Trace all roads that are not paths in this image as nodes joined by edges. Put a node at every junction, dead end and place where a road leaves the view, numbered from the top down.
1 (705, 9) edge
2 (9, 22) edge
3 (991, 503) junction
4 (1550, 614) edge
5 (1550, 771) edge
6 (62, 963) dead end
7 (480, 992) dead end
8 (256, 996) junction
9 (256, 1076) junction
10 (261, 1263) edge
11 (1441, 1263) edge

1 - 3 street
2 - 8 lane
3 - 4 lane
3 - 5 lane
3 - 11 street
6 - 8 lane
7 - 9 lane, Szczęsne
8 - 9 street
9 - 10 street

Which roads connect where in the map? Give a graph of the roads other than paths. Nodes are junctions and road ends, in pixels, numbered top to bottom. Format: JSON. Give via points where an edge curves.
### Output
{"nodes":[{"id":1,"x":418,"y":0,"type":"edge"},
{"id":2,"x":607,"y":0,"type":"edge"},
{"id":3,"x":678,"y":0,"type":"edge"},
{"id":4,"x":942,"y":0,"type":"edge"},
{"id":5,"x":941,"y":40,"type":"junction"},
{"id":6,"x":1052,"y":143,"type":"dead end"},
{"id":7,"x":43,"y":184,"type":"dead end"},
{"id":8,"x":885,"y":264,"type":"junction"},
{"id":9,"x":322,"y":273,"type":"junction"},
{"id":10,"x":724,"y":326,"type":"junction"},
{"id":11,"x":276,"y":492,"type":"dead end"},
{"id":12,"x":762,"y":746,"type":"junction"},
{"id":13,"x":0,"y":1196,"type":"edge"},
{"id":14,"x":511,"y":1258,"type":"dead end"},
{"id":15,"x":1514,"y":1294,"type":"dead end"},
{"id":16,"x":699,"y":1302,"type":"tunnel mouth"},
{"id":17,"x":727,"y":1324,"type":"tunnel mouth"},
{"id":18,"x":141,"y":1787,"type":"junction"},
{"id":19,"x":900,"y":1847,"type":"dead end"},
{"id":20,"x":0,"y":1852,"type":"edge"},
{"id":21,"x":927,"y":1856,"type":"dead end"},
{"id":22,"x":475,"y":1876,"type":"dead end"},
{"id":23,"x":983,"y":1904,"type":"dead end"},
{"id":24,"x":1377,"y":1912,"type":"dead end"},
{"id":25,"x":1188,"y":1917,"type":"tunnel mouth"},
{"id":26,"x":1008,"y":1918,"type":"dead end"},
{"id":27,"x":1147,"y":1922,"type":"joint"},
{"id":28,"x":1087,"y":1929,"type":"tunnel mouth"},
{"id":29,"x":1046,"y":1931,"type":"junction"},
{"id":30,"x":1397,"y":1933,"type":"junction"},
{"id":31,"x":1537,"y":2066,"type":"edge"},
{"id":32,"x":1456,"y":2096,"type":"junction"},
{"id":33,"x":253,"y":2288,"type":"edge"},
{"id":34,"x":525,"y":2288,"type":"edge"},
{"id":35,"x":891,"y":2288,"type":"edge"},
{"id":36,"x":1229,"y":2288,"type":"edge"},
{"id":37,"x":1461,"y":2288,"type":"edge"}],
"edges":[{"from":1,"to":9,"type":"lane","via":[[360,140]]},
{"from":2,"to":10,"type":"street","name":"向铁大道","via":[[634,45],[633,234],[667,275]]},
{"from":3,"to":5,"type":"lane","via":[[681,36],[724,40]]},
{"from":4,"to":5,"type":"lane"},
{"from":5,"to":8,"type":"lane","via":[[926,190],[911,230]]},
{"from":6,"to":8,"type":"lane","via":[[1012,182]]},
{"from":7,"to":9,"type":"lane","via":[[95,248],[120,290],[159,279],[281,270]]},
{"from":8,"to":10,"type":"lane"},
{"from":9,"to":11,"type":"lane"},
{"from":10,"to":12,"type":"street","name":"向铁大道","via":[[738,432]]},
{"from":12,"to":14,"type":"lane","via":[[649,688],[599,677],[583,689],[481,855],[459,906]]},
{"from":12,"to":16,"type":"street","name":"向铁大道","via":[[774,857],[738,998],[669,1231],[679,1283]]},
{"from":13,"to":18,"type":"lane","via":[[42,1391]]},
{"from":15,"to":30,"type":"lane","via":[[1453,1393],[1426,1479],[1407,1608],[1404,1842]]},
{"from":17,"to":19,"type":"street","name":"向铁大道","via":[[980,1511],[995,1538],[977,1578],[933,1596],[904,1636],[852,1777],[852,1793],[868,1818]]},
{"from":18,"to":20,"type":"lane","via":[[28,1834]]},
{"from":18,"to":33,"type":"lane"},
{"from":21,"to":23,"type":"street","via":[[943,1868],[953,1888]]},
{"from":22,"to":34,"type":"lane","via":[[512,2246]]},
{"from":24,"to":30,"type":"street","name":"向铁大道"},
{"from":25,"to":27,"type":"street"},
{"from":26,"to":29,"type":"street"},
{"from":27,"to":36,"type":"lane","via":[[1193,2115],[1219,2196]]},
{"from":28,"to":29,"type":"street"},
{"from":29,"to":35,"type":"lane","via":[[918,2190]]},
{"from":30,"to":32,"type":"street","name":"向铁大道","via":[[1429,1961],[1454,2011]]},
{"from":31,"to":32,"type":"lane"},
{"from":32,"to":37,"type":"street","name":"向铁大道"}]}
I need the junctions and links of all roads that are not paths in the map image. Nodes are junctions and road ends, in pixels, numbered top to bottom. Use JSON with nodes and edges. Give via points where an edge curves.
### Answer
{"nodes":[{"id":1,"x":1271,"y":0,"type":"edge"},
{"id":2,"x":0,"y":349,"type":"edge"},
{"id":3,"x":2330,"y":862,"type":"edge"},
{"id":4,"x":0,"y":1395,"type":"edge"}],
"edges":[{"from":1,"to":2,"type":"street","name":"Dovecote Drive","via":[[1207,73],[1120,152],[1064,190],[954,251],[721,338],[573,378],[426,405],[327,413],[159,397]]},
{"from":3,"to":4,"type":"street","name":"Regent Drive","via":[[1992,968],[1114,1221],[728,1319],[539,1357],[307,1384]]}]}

Your assignment >>
Spot the lines above that mention "Give" and copy them.

Response >>
Which roads connect where in the map? Give a graph of the roads other than paths. Nodes are junctions and road ends, in pixels, numbered top to bottom. Format: JSON. Give via points where an edge curves.
I need the junctions and links of all roads that are not paths in the map image. Nodes are junctions and road ends, in pixels, numbered top to bottom. Use JSON with nodes and edges. Give via points where an edge curves.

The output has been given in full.